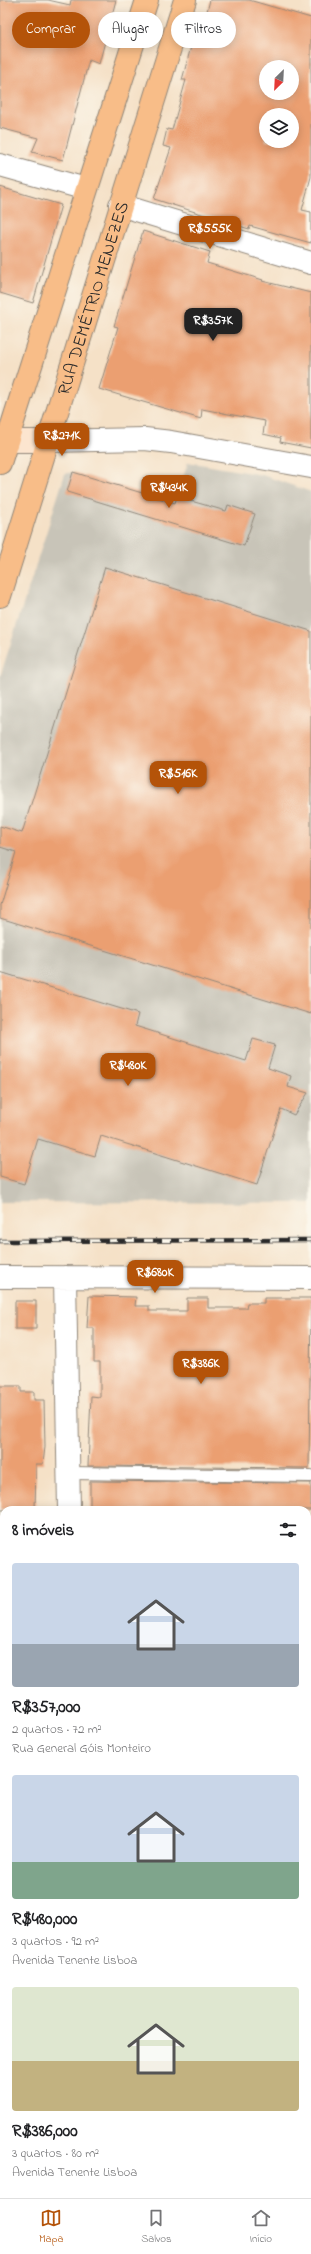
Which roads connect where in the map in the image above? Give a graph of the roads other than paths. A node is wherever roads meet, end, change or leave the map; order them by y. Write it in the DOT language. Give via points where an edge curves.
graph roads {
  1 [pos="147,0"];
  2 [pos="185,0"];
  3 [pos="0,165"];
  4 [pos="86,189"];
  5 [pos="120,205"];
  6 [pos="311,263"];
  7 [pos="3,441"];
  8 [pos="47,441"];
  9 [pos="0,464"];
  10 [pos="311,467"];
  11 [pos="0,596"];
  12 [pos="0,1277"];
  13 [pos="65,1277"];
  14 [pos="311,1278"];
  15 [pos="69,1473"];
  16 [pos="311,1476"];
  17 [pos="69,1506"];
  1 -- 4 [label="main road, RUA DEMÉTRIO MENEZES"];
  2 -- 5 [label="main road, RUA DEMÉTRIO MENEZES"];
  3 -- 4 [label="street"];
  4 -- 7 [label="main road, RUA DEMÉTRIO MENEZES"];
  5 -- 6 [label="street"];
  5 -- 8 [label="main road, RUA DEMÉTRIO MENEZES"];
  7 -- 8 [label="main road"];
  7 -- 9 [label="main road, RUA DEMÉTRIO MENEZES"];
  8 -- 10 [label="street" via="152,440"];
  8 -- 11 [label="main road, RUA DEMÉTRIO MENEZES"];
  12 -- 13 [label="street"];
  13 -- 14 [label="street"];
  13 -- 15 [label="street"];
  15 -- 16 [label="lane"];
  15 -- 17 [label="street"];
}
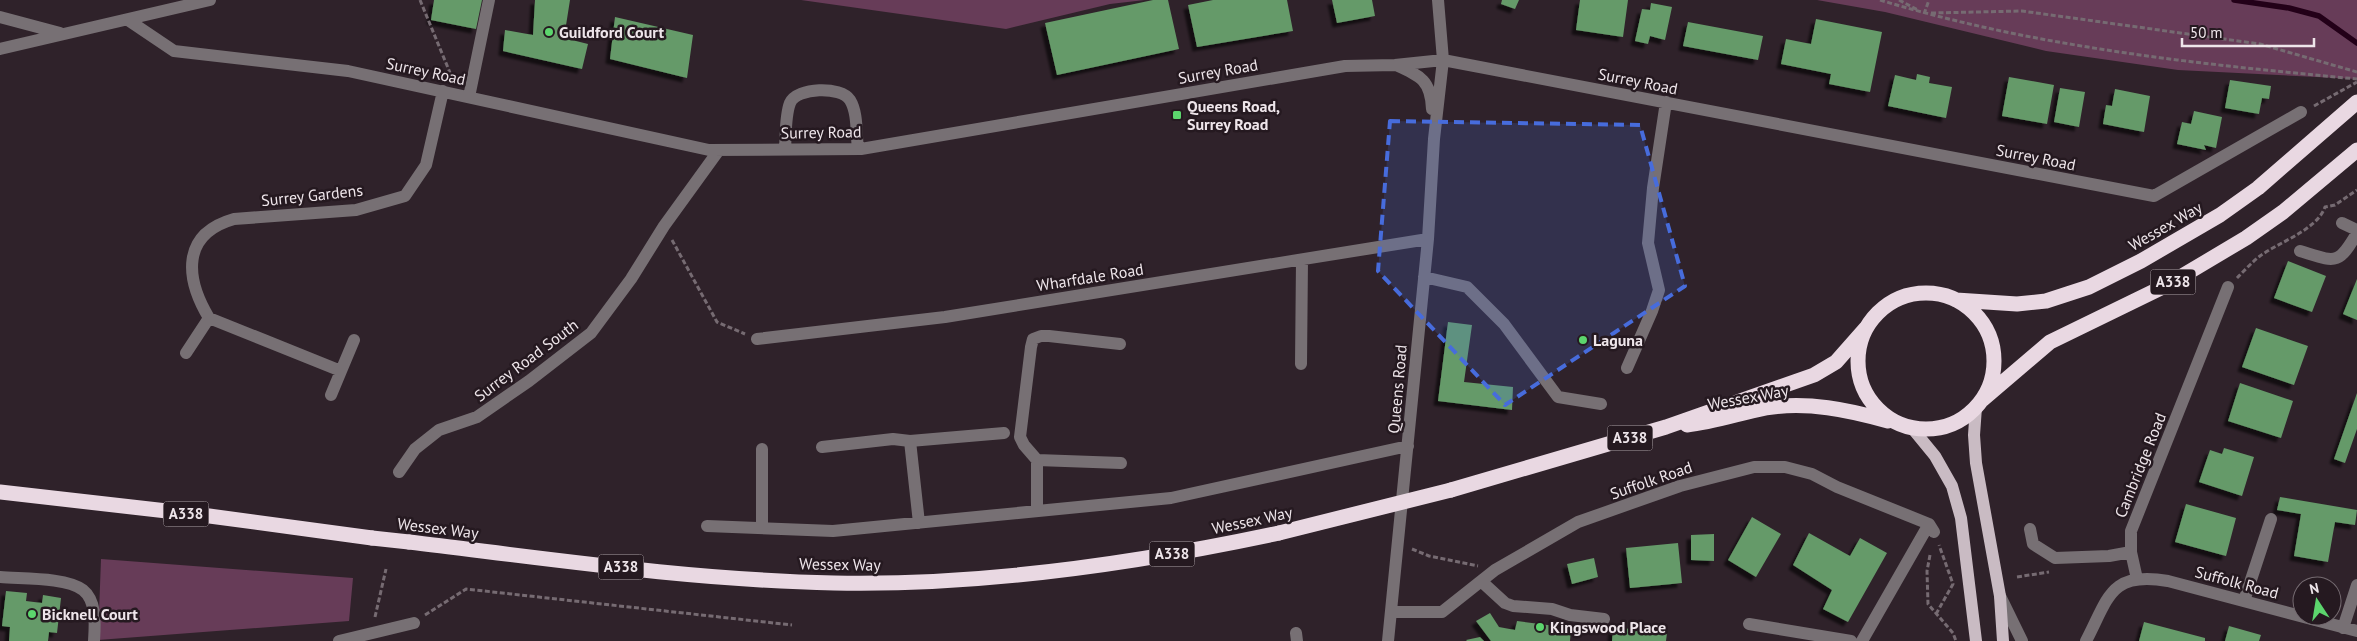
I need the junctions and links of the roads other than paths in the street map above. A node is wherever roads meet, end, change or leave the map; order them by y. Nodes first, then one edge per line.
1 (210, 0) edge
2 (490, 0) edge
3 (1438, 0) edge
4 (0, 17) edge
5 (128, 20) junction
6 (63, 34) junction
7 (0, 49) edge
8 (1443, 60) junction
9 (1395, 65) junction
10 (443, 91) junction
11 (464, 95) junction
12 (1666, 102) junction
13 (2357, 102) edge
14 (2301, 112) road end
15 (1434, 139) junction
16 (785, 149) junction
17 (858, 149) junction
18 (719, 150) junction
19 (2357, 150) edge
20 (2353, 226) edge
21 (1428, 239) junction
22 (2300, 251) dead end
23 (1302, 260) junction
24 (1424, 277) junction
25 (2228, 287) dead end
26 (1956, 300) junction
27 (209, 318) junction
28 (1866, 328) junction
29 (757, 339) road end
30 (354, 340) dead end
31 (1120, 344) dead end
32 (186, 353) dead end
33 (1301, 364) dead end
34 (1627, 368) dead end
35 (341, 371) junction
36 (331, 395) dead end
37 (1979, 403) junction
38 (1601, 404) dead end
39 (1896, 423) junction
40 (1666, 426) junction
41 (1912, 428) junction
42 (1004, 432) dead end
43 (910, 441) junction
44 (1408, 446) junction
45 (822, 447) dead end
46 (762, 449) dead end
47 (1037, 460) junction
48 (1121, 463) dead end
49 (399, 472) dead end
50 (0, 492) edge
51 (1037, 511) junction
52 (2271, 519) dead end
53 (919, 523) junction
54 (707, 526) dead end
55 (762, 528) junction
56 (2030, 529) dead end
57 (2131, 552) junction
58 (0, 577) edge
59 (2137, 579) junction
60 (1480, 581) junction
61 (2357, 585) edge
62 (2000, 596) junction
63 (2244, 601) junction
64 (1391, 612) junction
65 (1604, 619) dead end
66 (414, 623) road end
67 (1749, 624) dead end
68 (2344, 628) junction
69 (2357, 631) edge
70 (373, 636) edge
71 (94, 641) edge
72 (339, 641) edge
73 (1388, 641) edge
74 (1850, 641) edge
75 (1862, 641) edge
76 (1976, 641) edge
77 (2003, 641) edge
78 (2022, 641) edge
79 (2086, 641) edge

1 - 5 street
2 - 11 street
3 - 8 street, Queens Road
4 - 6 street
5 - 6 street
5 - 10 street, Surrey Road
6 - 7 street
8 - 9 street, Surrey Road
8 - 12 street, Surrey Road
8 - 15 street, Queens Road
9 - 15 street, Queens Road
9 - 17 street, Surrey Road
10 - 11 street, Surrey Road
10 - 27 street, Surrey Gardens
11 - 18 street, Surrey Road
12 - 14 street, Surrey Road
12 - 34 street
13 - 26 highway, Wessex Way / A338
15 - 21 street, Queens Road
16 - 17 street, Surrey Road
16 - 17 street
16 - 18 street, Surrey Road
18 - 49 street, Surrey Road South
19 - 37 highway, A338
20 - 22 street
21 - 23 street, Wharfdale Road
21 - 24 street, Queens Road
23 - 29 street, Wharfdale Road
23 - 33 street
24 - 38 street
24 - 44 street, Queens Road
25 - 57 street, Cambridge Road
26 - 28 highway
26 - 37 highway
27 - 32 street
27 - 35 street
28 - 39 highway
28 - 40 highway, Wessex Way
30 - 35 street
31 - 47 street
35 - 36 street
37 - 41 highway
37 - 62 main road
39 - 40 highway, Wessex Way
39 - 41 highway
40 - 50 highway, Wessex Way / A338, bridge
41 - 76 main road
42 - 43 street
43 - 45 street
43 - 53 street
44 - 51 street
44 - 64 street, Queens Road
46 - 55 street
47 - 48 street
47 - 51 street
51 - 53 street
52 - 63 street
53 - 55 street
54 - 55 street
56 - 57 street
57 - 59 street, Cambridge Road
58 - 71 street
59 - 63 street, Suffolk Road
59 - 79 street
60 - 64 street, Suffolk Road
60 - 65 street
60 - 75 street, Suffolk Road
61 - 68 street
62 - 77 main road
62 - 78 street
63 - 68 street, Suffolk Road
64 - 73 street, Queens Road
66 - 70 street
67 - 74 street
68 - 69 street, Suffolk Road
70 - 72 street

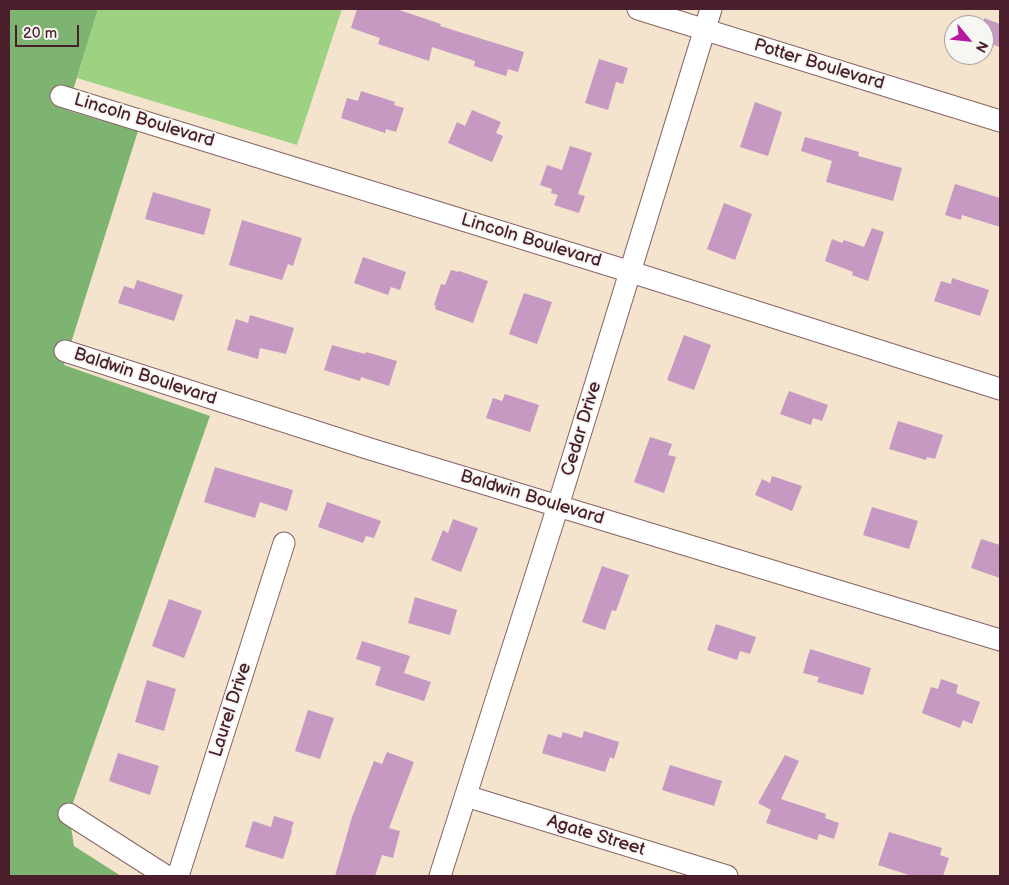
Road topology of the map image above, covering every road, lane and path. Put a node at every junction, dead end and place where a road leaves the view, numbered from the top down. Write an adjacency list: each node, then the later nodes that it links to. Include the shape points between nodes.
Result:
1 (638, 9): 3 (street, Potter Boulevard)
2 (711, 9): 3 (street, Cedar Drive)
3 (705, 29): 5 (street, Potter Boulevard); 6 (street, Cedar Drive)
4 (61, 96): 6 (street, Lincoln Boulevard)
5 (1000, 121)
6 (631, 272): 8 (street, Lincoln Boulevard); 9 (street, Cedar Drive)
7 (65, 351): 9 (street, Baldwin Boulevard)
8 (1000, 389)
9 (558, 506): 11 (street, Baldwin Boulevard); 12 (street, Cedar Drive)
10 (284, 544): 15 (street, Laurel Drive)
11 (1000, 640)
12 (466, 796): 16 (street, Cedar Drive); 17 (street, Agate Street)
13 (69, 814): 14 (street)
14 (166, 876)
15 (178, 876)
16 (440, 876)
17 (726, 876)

····················

Task item
Copy every line from the entries that contains the word "Baldwin".

Result for this exercise
7 (65, 351): 9 (street, Baldwin Boulevard)
9 (558, 506): 11 (street, Baldwin Boulevard); 12 (street, Cedar Drive)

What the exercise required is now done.